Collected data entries
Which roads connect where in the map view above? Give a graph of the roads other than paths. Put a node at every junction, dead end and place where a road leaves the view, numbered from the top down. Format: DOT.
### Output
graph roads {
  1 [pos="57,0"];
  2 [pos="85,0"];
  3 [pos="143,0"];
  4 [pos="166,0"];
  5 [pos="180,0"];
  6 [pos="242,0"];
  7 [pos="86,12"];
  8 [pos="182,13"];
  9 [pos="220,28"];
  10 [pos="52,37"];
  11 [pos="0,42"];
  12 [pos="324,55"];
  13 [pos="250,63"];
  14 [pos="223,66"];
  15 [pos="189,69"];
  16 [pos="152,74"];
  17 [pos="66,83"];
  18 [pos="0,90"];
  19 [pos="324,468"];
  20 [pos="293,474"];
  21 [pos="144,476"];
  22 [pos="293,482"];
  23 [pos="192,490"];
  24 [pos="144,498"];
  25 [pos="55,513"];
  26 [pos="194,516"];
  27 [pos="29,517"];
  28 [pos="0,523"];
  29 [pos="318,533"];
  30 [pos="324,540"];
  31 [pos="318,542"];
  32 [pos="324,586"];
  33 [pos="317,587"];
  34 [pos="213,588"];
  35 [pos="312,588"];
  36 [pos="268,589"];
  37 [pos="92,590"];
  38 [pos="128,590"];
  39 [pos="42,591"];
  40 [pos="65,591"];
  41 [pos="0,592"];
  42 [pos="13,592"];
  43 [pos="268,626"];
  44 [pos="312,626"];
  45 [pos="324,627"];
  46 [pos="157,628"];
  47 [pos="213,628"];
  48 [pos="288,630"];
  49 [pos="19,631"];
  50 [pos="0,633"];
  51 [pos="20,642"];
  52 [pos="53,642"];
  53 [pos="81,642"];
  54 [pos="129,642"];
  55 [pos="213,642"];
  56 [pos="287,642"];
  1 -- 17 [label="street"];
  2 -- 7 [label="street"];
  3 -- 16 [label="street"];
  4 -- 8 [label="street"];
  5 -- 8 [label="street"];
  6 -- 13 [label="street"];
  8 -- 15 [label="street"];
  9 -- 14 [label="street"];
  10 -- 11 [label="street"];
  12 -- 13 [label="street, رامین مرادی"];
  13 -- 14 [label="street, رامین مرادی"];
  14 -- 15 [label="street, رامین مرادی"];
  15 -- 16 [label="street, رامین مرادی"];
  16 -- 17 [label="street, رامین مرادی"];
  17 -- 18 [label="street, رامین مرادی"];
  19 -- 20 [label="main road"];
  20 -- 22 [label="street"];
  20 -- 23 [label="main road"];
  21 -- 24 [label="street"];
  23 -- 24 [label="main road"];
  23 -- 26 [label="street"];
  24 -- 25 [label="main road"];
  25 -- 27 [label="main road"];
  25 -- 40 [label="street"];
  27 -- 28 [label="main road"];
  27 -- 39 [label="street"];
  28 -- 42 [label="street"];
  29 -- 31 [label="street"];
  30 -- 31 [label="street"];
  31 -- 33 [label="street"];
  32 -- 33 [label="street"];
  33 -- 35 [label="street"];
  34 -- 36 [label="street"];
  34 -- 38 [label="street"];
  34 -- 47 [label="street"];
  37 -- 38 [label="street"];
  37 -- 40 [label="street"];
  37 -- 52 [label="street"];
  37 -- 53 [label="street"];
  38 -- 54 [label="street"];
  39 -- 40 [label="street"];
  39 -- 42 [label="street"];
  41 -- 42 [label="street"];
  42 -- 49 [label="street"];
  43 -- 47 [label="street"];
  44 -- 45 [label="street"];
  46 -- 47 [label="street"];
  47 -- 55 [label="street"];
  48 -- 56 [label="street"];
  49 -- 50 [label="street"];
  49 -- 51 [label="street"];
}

==

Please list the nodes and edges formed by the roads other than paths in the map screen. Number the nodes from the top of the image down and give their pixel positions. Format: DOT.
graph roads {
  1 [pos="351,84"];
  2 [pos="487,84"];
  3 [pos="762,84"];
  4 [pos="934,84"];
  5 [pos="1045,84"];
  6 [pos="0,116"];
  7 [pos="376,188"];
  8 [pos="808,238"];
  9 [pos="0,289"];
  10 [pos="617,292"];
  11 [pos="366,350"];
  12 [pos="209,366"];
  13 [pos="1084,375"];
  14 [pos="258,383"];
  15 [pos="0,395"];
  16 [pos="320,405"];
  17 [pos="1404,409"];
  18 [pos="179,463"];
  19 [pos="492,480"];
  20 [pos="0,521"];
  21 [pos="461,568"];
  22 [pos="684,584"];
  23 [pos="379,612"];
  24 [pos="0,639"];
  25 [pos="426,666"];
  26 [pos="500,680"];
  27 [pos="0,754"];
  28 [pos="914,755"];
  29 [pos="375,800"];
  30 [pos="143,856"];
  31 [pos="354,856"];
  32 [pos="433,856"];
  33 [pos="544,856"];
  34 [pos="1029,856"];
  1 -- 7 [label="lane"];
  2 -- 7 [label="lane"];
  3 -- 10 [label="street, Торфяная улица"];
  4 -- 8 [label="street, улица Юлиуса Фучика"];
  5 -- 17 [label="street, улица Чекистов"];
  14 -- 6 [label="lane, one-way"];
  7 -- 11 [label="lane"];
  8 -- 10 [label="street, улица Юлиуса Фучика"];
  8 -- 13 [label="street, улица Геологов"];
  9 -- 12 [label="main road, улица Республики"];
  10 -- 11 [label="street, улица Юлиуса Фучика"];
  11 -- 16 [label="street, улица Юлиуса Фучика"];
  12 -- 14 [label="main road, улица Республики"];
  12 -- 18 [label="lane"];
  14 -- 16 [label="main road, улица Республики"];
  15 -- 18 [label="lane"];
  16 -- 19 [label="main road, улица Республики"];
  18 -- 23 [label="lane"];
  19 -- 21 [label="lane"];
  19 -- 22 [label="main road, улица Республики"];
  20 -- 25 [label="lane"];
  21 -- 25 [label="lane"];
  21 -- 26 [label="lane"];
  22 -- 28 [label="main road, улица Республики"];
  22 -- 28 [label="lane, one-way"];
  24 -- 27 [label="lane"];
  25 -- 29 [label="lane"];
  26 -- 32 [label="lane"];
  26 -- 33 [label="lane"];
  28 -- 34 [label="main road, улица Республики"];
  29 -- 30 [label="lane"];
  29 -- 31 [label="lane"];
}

TASK TO CARRY OUT :: Copy every line above that holds the word "other".

SOLVED EXERCISE ::
Which roads connect where in the map view above? Give a graph of the roads other than paths. Put a node at every junction, dead end and place where a road leaves the view, numbered from the top down. Format: DOT.
Please list the nodes and edges formed by the roads other than paths in the map screen. Number the nodes from the top of the image down and give their pixel positions. Format: DOT.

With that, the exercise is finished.